Top of Data provided
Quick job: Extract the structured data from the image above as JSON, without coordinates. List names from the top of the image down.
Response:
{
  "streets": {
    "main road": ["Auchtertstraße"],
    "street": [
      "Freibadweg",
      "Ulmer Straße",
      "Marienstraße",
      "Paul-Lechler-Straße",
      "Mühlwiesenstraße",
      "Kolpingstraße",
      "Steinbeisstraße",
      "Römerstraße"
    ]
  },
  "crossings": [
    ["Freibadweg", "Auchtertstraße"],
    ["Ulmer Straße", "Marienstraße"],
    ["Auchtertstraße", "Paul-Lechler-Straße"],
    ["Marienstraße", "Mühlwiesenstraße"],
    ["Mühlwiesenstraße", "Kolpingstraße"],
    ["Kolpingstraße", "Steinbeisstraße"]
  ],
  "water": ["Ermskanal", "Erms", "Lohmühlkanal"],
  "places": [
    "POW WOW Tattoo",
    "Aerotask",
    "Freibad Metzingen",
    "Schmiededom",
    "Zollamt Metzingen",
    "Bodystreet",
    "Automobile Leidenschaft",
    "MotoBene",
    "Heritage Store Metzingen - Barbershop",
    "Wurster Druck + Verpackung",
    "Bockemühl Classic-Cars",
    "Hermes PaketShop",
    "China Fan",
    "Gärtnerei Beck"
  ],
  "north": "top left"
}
Bottom of Data provided
Top of Data provided
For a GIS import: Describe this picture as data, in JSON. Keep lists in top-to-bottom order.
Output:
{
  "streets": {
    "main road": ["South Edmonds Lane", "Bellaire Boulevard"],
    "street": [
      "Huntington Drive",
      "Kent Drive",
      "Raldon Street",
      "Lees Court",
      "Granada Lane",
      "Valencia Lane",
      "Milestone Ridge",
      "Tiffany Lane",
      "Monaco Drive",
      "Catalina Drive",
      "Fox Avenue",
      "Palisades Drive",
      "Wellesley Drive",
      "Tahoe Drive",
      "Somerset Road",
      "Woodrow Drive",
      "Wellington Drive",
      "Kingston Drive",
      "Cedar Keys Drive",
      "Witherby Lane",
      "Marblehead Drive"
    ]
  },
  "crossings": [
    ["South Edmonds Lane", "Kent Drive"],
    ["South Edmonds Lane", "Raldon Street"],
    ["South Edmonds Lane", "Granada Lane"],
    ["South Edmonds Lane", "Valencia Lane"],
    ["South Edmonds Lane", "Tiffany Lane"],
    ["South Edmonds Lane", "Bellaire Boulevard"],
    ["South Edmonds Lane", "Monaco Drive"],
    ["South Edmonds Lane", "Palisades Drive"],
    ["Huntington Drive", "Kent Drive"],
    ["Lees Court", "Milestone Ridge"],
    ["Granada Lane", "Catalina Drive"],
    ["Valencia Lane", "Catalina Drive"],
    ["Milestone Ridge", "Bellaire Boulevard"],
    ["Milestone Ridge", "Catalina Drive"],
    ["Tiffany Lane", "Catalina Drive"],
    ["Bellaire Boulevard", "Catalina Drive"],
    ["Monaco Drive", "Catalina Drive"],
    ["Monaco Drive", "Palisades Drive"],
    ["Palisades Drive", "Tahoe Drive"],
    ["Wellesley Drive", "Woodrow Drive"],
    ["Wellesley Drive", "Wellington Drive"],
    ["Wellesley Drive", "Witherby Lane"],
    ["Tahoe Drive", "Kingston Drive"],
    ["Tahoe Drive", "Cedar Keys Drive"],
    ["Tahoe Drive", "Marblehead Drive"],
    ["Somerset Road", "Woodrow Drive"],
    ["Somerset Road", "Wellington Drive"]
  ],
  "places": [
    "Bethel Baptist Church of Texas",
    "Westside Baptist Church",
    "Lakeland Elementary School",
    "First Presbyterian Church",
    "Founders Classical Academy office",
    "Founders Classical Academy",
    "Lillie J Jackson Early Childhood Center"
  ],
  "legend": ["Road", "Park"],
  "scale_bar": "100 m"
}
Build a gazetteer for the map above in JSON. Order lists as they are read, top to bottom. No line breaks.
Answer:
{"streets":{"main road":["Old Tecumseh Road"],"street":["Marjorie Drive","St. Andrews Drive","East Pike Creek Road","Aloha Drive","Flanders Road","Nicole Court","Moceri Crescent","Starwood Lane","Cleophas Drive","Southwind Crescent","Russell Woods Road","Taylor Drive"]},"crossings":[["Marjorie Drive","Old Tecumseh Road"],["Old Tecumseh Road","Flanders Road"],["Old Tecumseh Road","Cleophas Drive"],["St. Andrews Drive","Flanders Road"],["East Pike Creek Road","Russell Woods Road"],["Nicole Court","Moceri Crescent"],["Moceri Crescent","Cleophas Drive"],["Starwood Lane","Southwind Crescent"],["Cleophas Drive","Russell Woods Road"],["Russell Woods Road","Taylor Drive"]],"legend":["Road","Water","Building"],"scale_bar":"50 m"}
Bottom of Data provided
Copy out the lines above with "Wellesley" in them.

(Output for this exercise)
      "Wellesley Drive",
    ["Wellesley Drive", "Woodrow Drive"],
    ["Wellesley Drive", "Wellington Drive"],
    ["Wellesley Drive", "Witherby Lane"],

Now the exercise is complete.